What is expected:
Output all of the data below without changing a word, and exclude the pictures.

Data in this exercise:
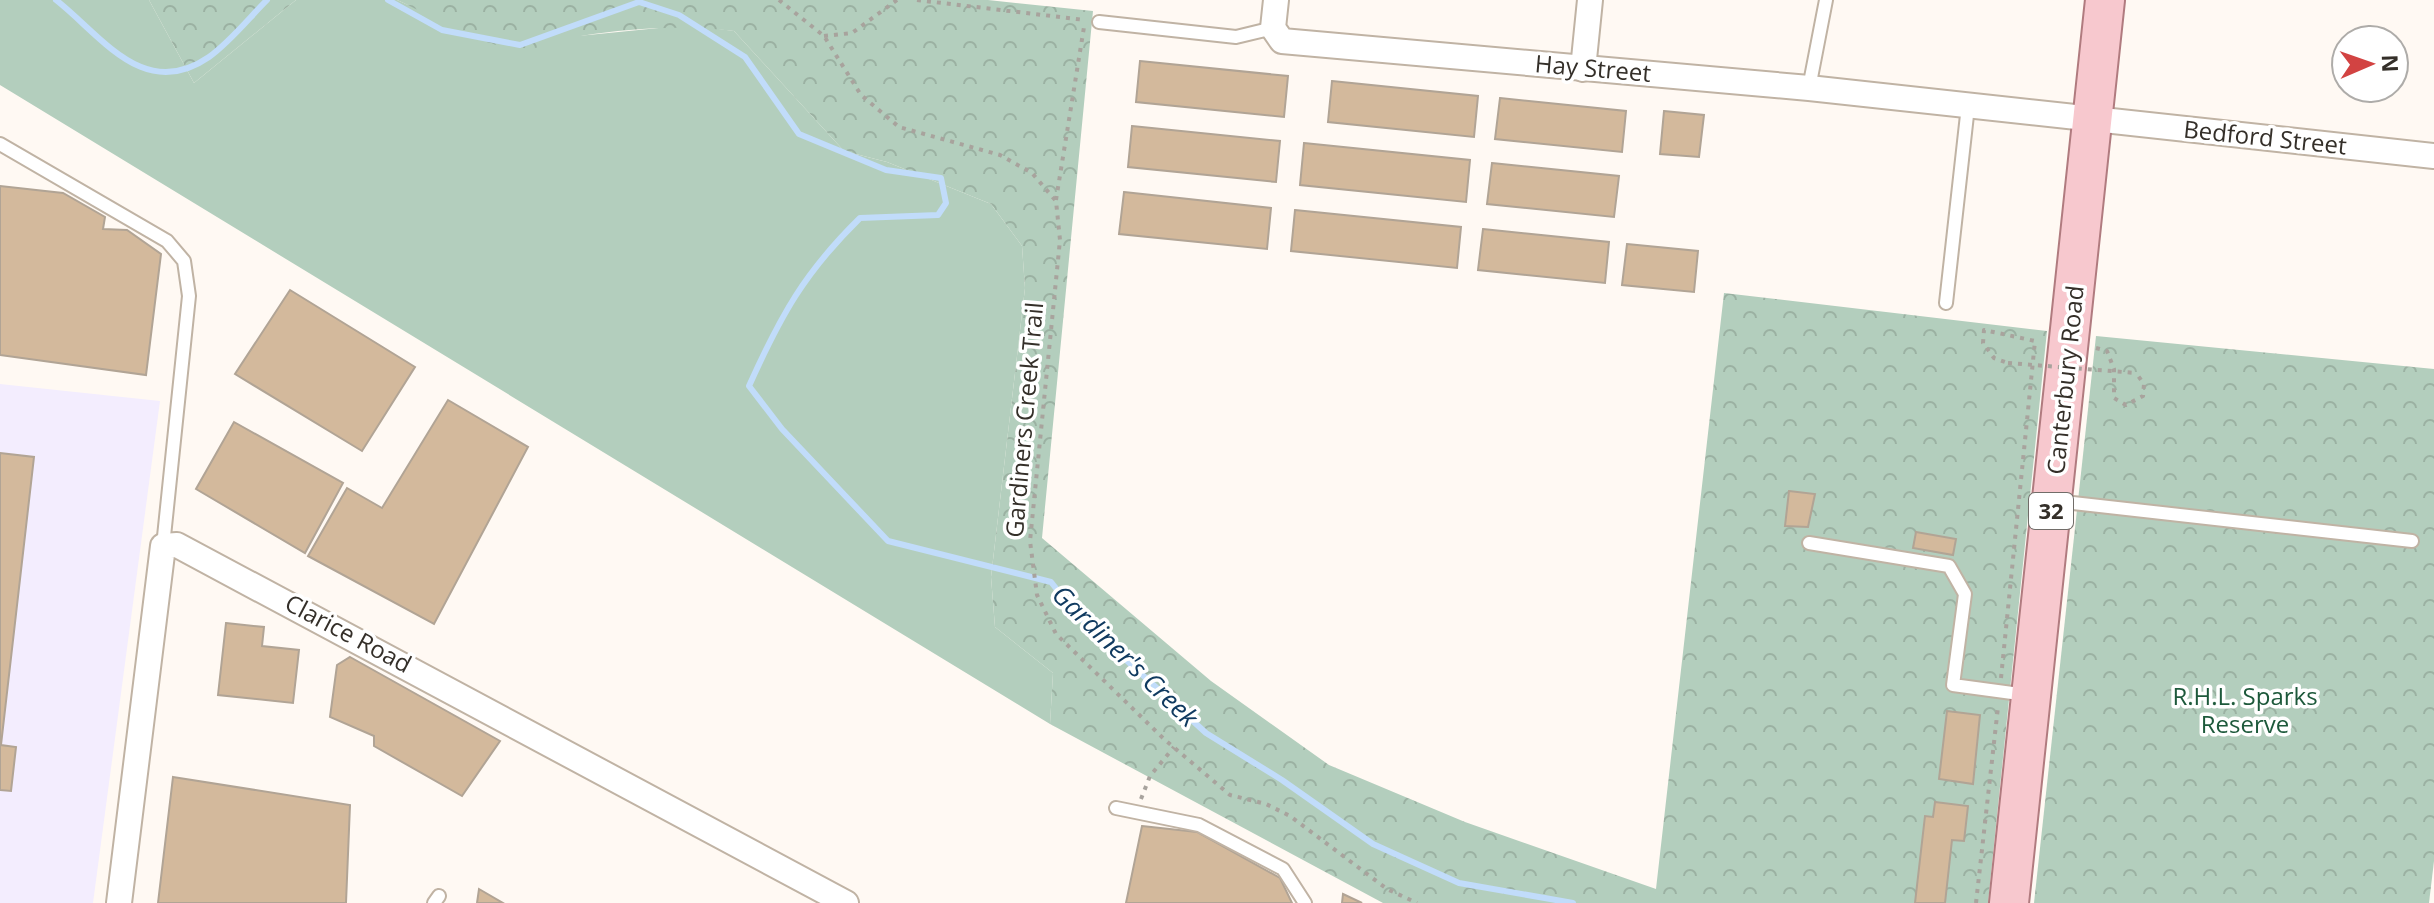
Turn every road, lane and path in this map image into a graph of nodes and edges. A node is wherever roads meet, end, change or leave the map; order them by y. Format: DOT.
graph roads {
  1 [pos="779,0"];
  2 [pos="897,0"];
  3 [pos="917,0"];
  4 [pos="1276,0"];
  5 [pos="1590,0"];
  6 [pos="1826,0"];
  7 [pos="2105,0"];
  8 [pos="1085,20"];
  9 [pos="1099,22"];
  10 [pos="1273,28"];
  11 [pos="824,36"];
  12 [pos="1583,69"];
  13 [pos="1809,88"];
  14 [pos="1968,106"];
  15 [pos="2095,120"];
  16 [pos="0,144"];
  17 [pos="2434,156"];
  18 [pos="1056,201"];
  19 [pos="1946,303"];
  20 [pos="2071,338"];
  21 [pos="2052,500"];
  22 [pos="2412,541"];
  23 [pos="1809,543"];
  24 [pos="163,546"];
  25 [pos="2015,693"];
  26 [pos="1174,747"];
  27 [pos="1145,788"];
  28 [pos="1116,808"];
  29 [pos="119,903"];
  30 [pos="846,903"];
  31 [pos="1305,903"];
  32 [pos="1417,903"];
  33 [pos="1976,903"];
  34 [pos="2009,903"];
  1 -- 11 [label="path"];
  2 -- 11 [label="path"];
  3 -- 8 [label="path"];
  4 -- 10 [label="street"];
  5 -- 12 [label="street"];
  6 -- 13 [label="lane"];
  7 -- 15 [label="main road, Canterbury Road / 32"];
  8 -- 9 [label="path"];
  8 -- 18 [label="path, Gardiners Creek Trail"];
  9 -- 10 [label="lane"];
  10 -- 12 [label="street, Hay Street"];
  11 -- 18 [label="path"];
  12 -- 13 [label="street, Hay Street"];
  13 -- 14 [label="street, Hay Street"];
  14 -- 15 [label="street, Hay Street"];
  14 -- 19 [label="lane"];
  15 -- 17 [label="street, Bedford Street"];
  15 -- 20 [label="main road, Canterbury Road / 32"];
  16 -- 24 [label="lane"];
  18 -- 26 [label="path, Gardiners Creek Trail"];
  20 -- 21 [label="main road, Canterbury Road / 32"];
  20 -- 25 [label="path, bridge"];
  21 -- 22 [label="lane"];
  21 -- 25 [label="main road, Canterbury Road / 32"];
  23 -- 25 [label="lane"];
  24 -- 29 [label="street"];
  24 -- 30 [label="street, Clarice Road"];
  25 -- 33 [label="path"];
  25 -- 34 [label="main road, Canterbury Road / 32"];
  26 -- 27 [label="path"];
  26 -- 32 [label="path, Gardiners Creek Trail"];
  28 -- 31 [label="lane"];
}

Exercise response:
Turn every road, lane and path in this map image into a graph of nodes and edges. A node is wherever roads meet, end, change or leave the map; order them by y. Format: DOT.
graph roads {
  1 [pos="779,0"];
  2 [pos="897,0"];
  3 [pos="917,0"];
  4 [pos="1276,0"];
  5 [pos="1590,0"];
  6 [pos="1826,0"];
  7 [pos="2105,0"];
  8 [pos="1085,20"];
  9 [pos="1099,22"];
  10 [pos="1273,28"];
  11 [pos="824,36"];
  12 [pos="1583,69"];
  13 [pos="1809,88"];
  14 [pos="1968,106"];
  15 [pos="2095,120"];
  16 [pos="0,144"];
  17 [pos="2434,156"];
  18 [pos="1056,201"];
  19 [pos="1946,303"];
  20 [pos="2071,338"];
  21 [pos="2052,500"];
  22 [pos="2412,541"];
  23 [pos="1809,543"];
  24 [pos="163,546"];
  25 [pos="2015,693"];
  26 [pos="1174,747"];
  27 [pos="1145,788"];
  28 [pos="1116,808"];
  29 [pos="119,903"];
  30 [pos="846,903"];
  31 [pos="1305,903"];
  32 [pos="1417,903"];
  33 [pos="1976,903"];
  34 [pos="2009,903"];
  1 -- 11 [label="path"];
  2 -- 11 [label="path"];
  3 -- 8 [label="path"];
  4 -- 10 [label="street"];
  5 -- 12 [label="street"];
  6 -- 13 [label="lane"];
  7 -- 15 [label="main road, Canterbury Road / 32"];
  8 -- 9 [label="path"];
  8 -- 18 [label="path, Gardiners Creek Trail"];
  9 -- 10 [label="lane"];
  10 -- 12 [label="street, Hay Street"];
  11 -- 18 [label="path"];
  12 -- 13 [label="street, Hay Street"];
  13 -- 14 [label="street, Hay Street"];
  14 -- 15 [label="street, Hay Street"];
  14 -- 19 [label="lane"];
  15 -- 17 [label="street, Bedford Street"];
  15 -- 20 [label="main road, Canterbury Road / 32"];
  16 -- 24 [label="lane"];
  18 -- 26 [label="path, Gardiners Creek Trail"];
  20 -- 21 [label="main road, Canterbury Road / 32"];
  20 -- 25 [label="path, bridge"];
  21 -- 22 [label="lane"];
  21 -- 25 [label="main road, Canterbury Road / 32"];
  23 -- 25 [label="lane"];
  24 -- 29 [label="street"];
  24 -- 30 [label="street, Clarice Road"];
  25 -- 33 [label="path"];
  25 -- 34 [label="main road, Canterbury Road / 32"];
  26 -- 27 [label="path"];
  26 -- 32 [label="path, Gardiners Creek Trail"];
  28 -- 31 [label="lane"];
}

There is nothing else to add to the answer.